• **EXERCISE**:
From top to bottom, retype the data exactly, passing over any picture.

BEGIN RECORDS FOR THIS TASK

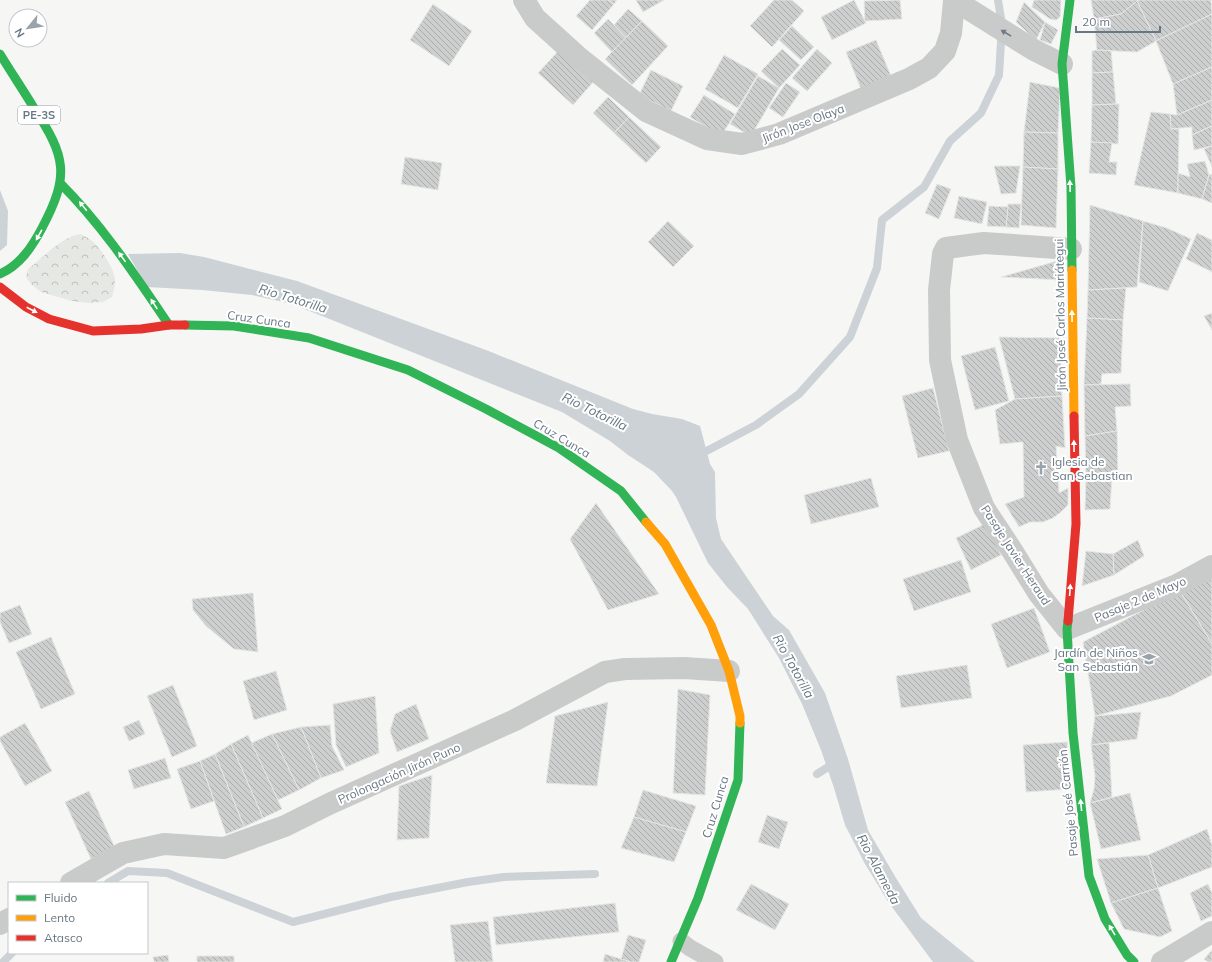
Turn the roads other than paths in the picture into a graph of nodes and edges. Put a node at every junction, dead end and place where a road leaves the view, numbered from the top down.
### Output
1 (524, 0) edge
2 (954, 0) edge
3 (1070, 0) edge
4 (0, 54) edge
5 (1062, 64) junction
6 (60, 182) junction
7 (1071, 249) junction
8 (0, 274) edge
9 (0, 287) edge
10 (169, 325) junction
11 (1212, 566) edge
12 (1067, 629) junction
13 (729, 670) junction
14 (73, 882) edge
15 (1212, 932) edge
16 (681, 941) junction
17 (671, 962) edge
18 (715, 962) edge
19 (1134, 962) edge
20 (1162, 962) edge

1 - 2 street, Jirón Jose Olaya
5 -> 2 street
3 - 5 main road, Jirón José Carlos Mariátegui
4 - 6 main road, PE-3S
7 -> 5 main road, Jirón José Carlos Mariátegui
6 -> 8 main road, PE-3S
10 -> 6 main road
12 -> 7 main road, Jirón José Carlos Mariátegui
7 - 12 street, Pasaje Javier Heraud
9 -> 10 main road, Cruz Cunca
10 - 13 main road, Cruz Cunca
11 - 12 street, Pasaje 2 de Mayo
19 -> 12 main road, Pasaje José Carrión
13 - 14 street, Prolongación Jirón Puno
13 - 16 main road, Cruz Cunca
15 - 20 street
16 - 17 main road, Cruz Cunca
16 - 18 lane

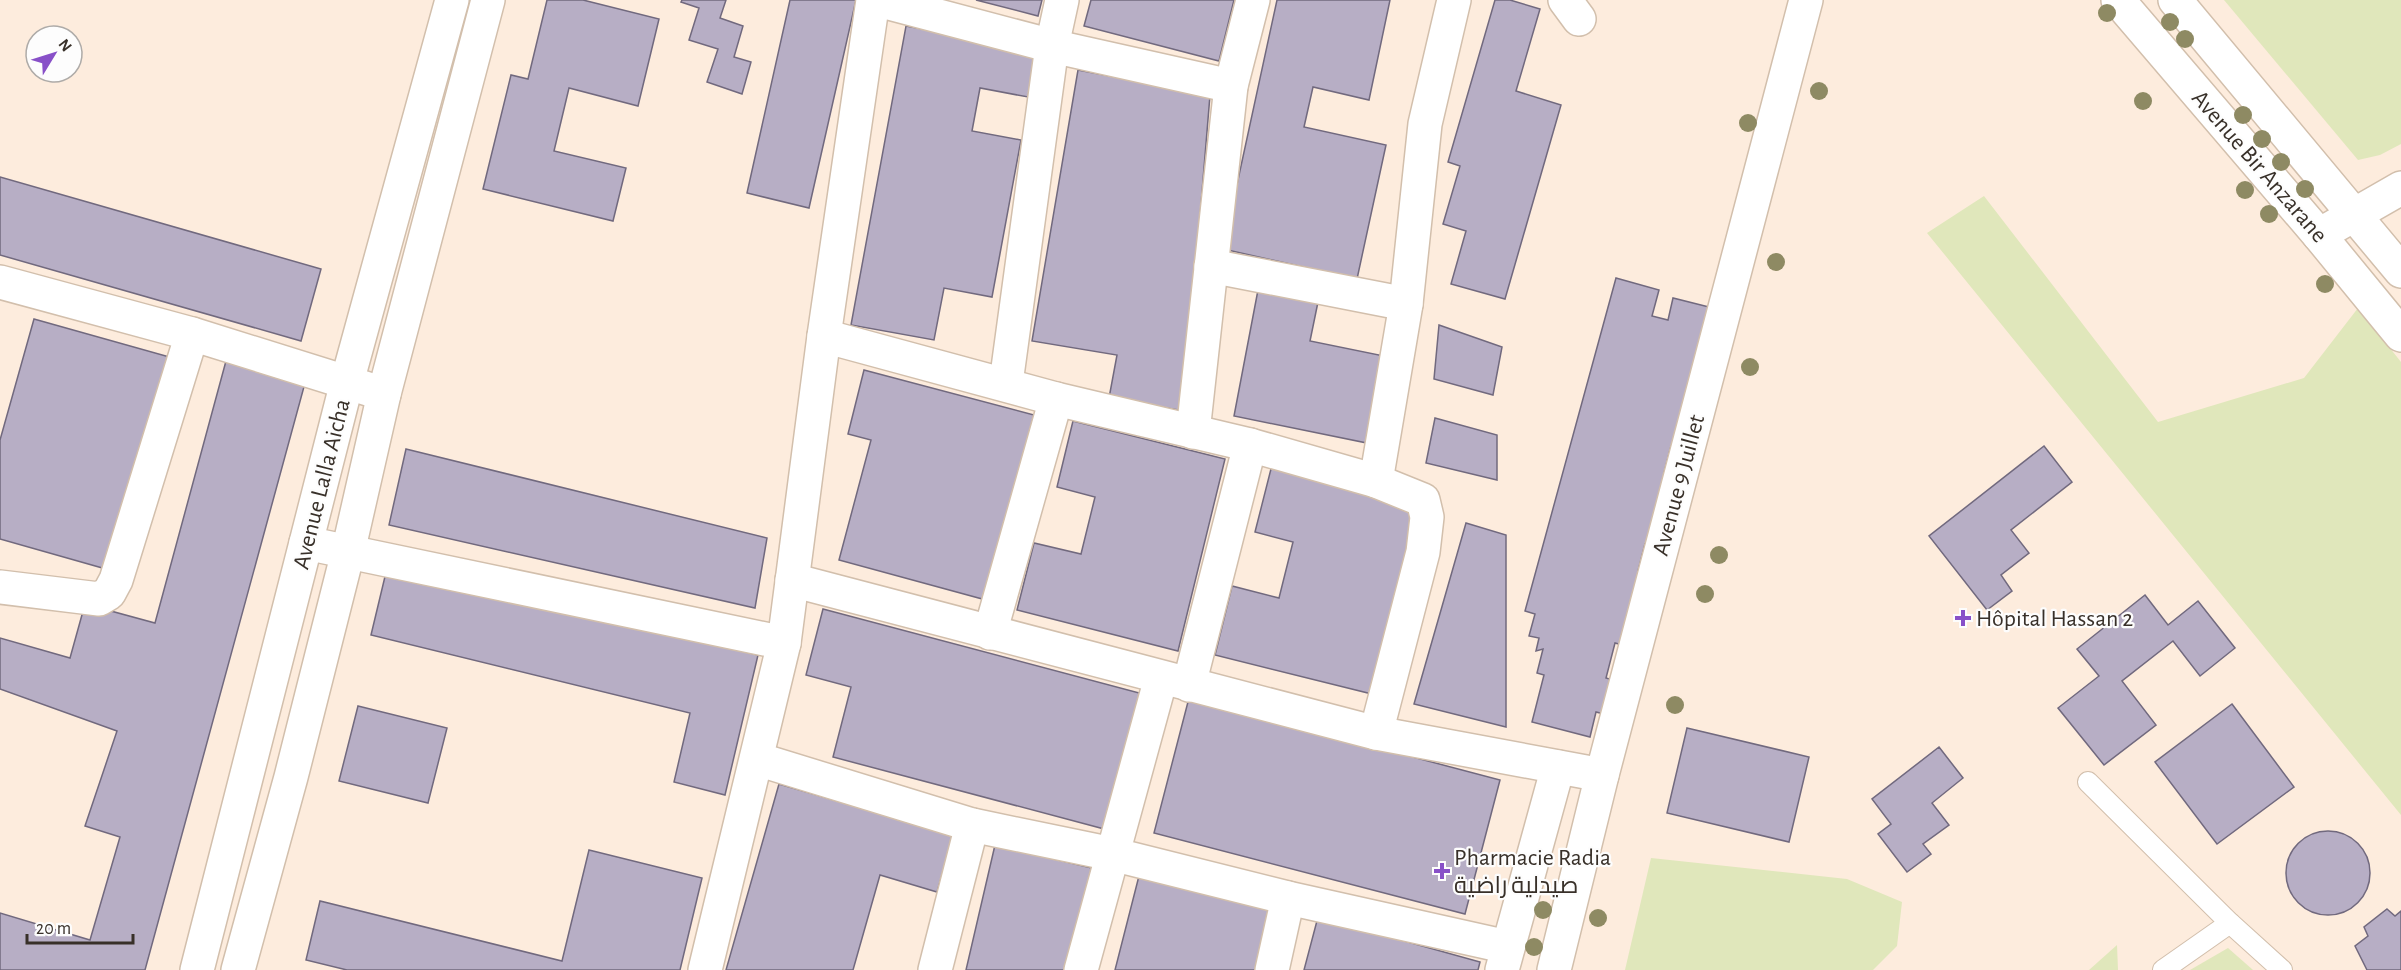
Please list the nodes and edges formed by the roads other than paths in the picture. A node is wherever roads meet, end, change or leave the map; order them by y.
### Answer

END RECORDS FOR THIS TASK

• **OUTPUT OF THE EXERCISE**:
Turn the roads other than paths in the picture into a graph of nodes and edges. Put a node at every junction, dead end and place where a road leaves the view, numbered from the top down.
### Output
1 (524, 0) edge
2 (954, 0) edge
3 (1070, 0) edge
4 (0, 54) edge
5 (1062, 64) junction
6 (60, 182) junction
7 (1071, 249) junction
8 (0, 274) edge
9 (0, 287) edge
10 (169, 325) junction
11 (1212, 566) edge
12 (1067, 629) junction
13 (729, 670) junction
14 (73, 882) edge
15 (1212, 932) edge
16 (681, 941) junction
17 (671, 962) edge
18 (715, 962) edge
19 (1134, 962) edge
20 (1162, 962) edge

1 - 2 street, Jirón Jose Olaya
5 -> 2 street
3 - 5 main road, Jirón José Carlos Mariátegui
4 - 6 main road, PE-3S
7 -> 5 main road, Jirón José Carlos Mariátegui
6 -> 8 main road, PE-3S
10 -> 6 main road
12 -> 7 main road, Jirón José Carlos Mariátegui
7 - 12 street, Pasaje Javier Heraud
9 -> 10 main road, Cruz Cunca
10 - 13 main road, Cruz Cunca
11 - 12 street, Pasaje 2 de Mayo
19 -> 12 main road, Pasaje José Carrión
13 - 14 street, Prolongación Jirón Puno
13 - 16 main road, Cruz Cunca
15 - 20 street
16 - 17 main road, Cruz Cunca
16 - 18 lane

Please list the nodes and edges formed by the roads other than paths in the picture. A node is wherever roads meet, end, change or leave the map; order them by y.
### Answer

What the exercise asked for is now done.